(Records drawn from a dataset)
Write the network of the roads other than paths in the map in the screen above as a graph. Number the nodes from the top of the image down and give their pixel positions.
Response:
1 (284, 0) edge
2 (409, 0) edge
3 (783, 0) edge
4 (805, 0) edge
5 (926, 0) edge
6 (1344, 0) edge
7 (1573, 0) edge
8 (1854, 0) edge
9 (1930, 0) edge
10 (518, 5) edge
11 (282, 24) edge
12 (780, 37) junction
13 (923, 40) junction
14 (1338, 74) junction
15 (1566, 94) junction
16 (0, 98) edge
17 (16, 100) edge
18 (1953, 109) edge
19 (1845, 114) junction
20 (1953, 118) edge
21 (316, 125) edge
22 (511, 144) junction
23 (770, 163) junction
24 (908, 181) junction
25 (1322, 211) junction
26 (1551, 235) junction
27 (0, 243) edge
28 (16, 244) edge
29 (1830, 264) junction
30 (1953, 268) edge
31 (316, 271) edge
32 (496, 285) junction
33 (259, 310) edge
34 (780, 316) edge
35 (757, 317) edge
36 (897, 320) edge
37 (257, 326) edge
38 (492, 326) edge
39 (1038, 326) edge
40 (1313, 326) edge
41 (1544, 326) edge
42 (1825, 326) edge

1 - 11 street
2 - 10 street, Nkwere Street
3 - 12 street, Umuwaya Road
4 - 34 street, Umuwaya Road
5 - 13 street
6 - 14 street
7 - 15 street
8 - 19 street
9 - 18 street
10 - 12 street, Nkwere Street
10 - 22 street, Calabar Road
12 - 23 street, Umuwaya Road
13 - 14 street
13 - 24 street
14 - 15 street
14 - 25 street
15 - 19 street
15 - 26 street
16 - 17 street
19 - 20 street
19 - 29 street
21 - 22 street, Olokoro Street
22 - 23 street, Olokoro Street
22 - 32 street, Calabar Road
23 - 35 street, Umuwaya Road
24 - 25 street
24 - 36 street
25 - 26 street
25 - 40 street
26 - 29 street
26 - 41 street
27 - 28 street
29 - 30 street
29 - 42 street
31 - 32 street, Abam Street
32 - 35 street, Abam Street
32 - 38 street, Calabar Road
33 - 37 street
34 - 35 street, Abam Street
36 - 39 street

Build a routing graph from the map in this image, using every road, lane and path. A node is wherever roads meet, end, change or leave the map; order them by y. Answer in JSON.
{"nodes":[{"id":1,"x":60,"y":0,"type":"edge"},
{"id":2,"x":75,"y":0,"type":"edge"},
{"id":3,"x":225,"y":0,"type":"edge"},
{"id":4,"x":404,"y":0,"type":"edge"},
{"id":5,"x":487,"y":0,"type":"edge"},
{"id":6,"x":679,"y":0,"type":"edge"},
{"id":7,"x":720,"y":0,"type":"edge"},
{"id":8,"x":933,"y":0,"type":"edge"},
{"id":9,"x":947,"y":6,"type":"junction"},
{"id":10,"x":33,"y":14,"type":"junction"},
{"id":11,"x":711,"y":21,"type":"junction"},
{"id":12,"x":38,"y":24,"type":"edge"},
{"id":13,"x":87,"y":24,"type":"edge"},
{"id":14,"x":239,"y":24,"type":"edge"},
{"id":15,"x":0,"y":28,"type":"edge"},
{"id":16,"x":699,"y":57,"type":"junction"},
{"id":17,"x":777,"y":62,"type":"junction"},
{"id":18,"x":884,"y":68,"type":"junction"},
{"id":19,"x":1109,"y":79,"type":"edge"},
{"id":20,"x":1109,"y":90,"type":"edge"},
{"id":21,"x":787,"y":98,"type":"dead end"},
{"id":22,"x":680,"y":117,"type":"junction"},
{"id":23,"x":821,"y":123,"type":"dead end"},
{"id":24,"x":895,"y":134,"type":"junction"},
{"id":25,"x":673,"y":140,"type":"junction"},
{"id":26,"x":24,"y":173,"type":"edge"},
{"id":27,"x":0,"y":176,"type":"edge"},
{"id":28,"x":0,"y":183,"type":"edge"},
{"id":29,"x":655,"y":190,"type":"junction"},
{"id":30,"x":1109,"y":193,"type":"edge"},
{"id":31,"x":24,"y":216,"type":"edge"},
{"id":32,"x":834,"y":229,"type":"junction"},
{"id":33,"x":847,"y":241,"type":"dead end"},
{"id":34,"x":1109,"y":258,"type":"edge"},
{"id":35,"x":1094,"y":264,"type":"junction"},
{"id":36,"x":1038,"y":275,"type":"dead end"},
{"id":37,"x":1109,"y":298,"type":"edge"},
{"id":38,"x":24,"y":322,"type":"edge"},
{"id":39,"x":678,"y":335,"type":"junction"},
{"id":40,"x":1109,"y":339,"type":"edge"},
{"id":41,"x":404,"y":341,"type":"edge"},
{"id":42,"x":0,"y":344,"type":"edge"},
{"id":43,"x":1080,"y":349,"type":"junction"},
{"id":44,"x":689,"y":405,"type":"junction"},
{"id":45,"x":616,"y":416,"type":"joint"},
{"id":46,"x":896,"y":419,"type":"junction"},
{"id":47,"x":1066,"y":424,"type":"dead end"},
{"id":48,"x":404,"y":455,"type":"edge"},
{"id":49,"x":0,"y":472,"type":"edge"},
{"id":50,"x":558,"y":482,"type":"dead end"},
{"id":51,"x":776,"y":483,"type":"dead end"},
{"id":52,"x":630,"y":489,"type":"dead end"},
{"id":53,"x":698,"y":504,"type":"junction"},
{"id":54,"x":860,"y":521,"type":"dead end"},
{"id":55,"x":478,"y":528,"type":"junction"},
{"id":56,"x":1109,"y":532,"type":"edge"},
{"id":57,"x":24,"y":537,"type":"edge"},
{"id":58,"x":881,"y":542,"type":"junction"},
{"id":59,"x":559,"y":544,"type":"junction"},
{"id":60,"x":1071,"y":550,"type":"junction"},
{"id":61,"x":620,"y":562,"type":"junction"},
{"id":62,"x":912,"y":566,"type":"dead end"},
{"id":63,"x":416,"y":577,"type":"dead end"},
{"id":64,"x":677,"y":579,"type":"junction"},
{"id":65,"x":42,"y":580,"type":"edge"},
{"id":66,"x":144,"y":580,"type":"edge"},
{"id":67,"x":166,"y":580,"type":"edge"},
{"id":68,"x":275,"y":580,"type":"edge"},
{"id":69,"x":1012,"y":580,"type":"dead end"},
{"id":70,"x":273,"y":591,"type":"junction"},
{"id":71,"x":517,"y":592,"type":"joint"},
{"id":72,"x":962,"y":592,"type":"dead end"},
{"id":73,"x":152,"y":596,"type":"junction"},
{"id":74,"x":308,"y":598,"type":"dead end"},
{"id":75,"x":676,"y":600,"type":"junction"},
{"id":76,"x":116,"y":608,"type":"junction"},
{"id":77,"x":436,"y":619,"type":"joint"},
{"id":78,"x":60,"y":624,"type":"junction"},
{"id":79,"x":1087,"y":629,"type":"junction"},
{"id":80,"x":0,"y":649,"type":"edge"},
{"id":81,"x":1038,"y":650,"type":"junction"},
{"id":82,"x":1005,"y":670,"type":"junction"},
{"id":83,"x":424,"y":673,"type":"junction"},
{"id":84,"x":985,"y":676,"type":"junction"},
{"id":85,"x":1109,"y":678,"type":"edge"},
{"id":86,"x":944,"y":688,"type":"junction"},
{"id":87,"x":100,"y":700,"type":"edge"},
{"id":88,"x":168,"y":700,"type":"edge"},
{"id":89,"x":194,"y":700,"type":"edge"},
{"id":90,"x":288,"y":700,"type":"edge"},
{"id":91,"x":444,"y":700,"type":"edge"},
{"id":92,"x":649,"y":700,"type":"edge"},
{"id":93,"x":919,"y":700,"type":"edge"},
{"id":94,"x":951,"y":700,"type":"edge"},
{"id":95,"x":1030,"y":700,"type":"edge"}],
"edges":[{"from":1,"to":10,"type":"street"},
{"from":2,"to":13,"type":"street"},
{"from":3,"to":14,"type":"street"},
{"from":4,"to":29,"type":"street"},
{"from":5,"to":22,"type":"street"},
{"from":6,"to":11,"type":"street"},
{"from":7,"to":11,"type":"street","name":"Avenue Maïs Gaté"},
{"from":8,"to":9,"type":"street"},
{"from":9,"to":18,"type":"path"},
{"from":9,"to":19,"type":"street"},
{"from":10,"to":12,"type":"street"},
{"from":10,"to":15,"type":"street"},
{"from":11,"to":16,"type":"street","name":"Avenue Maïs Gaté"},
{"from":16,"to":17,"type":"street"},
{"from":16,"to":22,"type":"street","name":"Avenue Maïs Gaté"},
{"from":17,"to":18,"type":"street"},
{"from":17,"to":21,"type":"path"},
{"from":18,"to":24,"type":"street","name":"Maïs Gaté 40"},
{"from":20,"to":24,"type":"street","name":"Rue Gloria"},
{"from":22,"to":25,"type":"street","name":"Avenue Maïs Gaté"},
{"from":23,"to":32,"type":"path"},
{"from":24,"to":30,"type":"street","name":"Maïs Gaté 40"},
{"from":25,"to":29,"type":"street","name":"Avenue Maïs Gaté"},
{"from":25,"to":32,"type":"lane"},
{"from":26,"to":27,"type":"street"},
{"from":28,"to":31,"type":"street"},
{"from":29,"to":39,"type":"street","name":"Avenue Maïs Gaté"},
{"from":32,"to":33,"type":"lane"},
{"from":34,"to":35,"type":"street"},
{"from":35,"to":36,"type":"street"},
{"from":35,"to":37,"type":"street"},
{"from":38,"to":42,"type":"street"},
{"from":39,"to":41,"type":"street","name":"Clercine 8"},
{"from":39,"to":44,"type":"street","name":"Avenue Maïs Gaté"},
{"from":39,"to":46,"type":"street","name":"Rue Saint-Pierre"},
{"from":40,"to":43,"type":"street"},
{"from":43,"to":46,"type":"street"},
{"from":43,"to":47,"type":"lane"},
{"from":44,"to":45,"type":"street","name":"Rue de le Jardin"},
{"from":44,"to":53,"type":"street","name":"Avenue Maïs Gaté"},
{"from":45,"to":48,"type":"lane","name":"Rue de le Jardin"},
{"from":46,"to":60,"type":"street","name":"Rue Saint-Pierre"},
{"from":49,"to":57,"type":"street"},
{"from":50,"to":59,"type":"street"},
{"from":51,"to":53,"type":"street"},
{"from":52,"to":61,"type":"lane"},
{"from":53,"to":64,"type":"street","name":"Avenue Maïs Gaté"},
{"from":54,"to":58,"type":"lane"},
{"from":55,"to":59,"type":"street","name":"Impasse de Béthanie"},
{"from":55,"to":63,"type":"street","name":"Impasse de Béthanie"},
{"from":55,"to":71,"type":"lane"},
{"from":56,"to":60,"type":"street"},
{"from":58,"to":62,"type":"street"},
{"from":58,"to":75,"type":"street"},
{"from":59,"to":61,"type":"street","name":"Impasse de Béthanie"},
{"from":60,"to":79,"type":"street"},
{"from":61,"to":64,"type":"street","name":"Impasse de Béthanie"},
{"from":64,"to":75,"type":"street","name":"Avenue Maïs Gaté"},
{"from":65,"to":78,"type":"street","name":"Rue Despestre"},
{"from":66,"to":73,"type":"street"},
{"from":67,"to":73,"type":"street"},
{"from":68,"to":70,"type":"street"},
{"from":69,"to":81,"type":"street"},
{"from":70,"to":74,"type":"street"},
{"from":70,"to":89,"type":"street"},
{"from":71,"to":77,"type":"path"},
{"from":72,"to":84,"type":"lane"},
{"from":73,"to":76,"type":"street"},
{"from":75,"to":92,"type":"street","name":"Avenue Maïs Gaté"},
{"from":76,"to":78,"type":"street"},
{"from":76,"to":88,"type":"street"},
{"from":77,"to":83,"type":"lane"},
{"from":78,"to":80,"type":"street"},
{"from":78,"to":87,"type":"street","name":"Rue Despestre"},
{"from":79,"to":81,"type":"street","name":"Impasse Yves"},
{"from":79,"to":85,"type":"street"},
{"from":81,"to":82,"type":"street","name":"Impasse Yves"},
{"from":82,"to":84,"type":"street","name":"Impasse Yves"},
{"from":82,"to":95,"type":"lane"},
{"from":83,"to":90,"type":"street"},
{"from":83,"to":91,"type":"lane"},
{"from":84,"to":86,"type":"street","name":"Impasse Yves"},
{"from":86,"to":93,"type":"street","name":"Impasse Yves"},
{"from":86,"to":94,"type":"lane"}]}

--- What to produce ---
Reproduce every line in the records above that contains the word "joint".

--- Response to the exercise ---
{"id":45,"x":616,"y":416,"type":"joint"},
{"id":71,"x":517,"y":592,"type":"joint"},
{"id":77,"x":436,"y":619,"type":"joint"},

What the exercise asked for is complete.